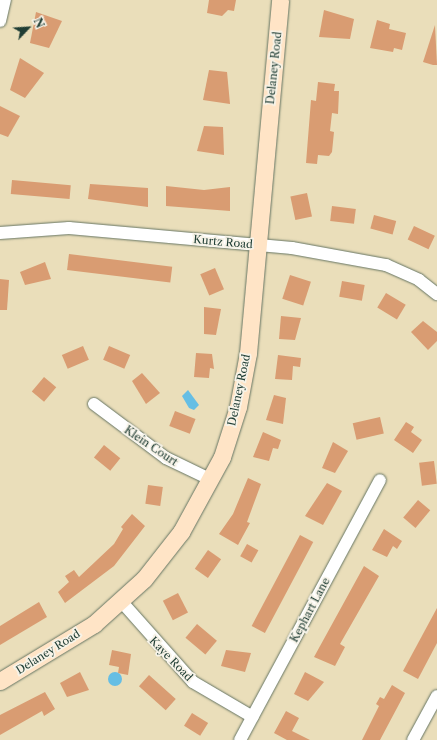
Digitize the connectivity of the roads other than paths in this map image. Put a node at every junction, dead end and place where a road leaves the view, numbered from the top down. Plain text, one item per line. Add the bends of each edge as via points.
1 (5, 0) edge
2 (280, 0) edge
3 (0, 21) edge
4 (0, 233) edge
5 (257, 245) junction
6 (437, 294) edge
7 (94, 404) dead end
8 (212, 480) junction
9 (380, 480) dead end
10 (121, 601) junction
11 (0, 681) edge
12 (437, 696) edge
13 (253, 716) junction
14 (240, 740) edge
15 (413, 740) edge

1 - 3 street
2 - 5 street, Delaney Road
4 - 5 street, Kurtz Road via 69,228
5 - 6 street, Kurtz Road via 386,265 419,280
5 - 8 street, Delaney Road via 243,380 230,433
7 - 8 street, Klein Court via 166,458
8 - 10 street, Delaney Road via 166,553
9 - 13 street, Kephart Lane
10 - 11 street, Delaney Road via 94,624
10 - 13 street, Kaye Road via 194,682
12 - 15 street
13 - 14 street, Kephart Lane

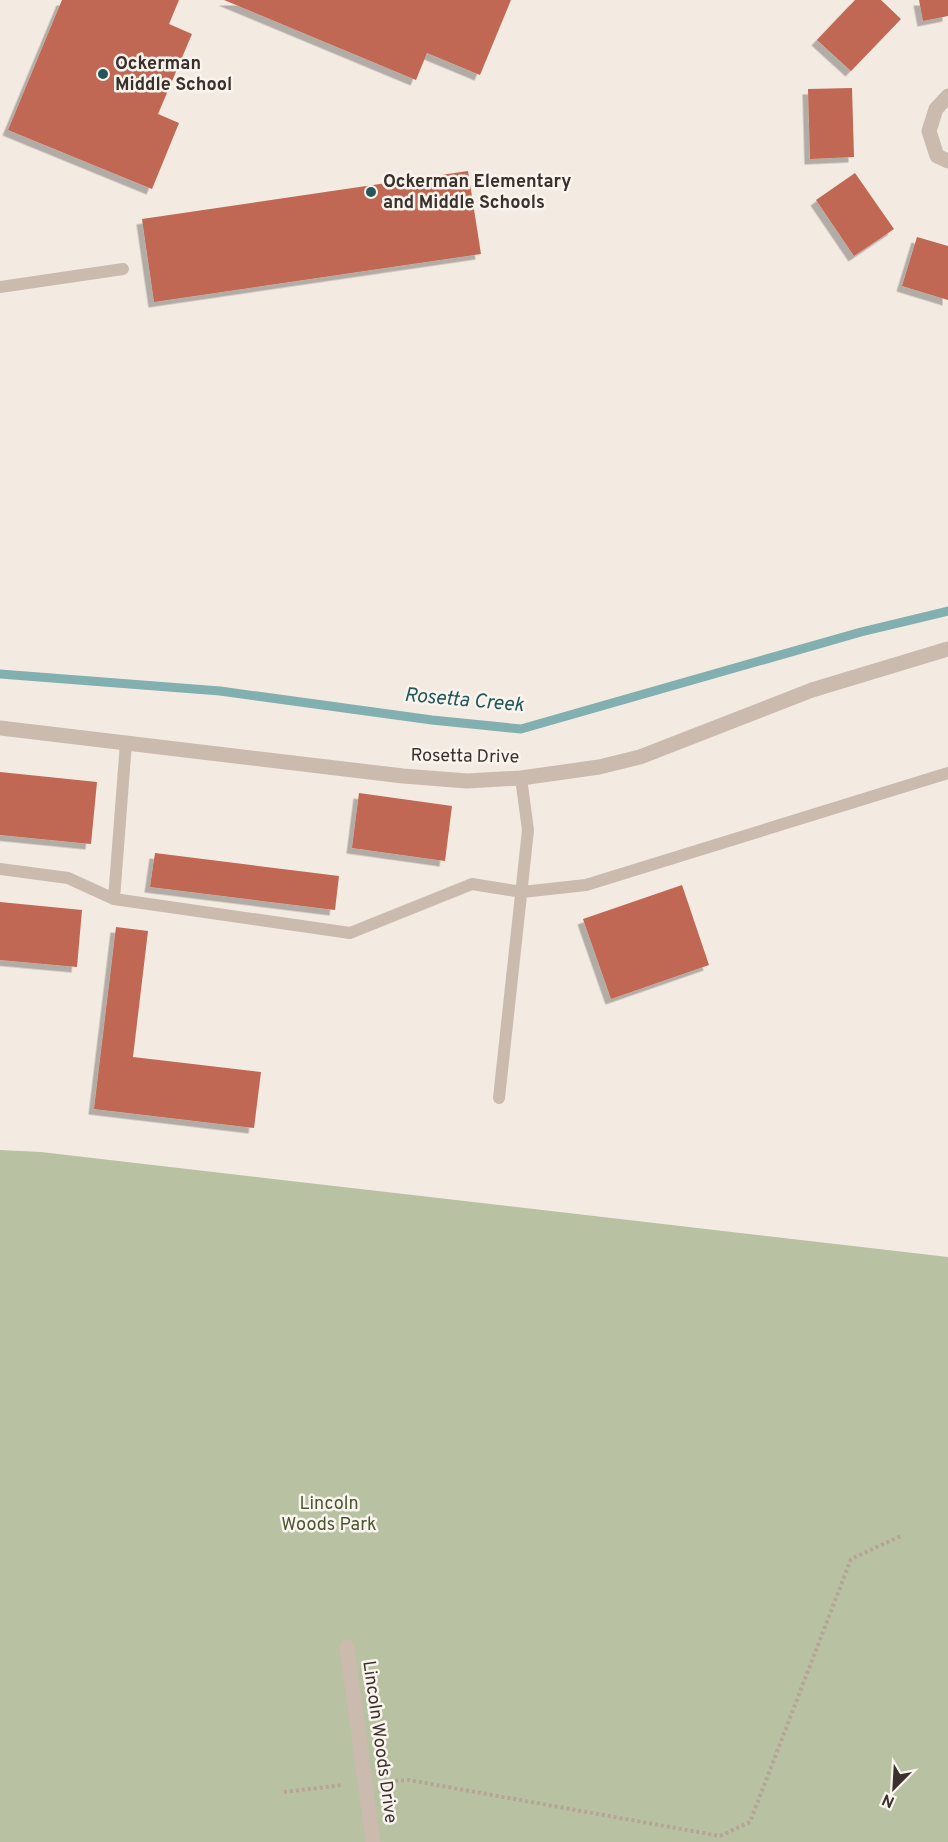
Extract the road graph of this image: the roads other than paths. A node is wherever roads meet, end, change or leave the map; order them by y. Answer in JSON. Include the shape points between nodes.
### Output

•••

Output the full set of records above without changing a word, and drop the images.

Worked solution:
Digitize the connectivity of the roads other than paths in this map image. Put a node at every junction, dead end and place where a road leaves the view, numbered from the top down. Plain text, one item per line. Add the bends of each edge as via points.
1 (5, 0) edge
2 (280, 0) edge
3 (0, 21) edge
4 (0, 233) edge
5 (257, 245) junction
6 (437, 294) edge
7 (94, 404) dead end
8 (212, 480) junction
9 (380, 480) dead end
10 (121, 601) junction
11 (0, 681) edge
12 (437, 696) edge
13 (253, 716) junction
14 (240, 740) edge
15 (413, 740) edge

1 - 3 street
2 - 5 street, Delaney Road
4 - 5 street, Kurtz Road via 69,228
5 - 6 street, Kurtz Road via 386,265 419,280
5 - 8 street, Delaney Road via 243,380 230,433
7 - 8 street, Klein Court via 166,458
8 - 10 street, Delaney Road via 166,553
9 - 13 street, Kephart Lane
10 - 11 street, Delaney Road via 94,624
10 - 13 street, Kaye Road via 194,682
12 - 15 street
13 - 14 street, Kephart Lane

Extract the road graph of this image: the roads other than paths. A node is wherever roads meet, end, change or leave the map; order them by y. Answer in JSON. Include the shape points between nodes.
### Output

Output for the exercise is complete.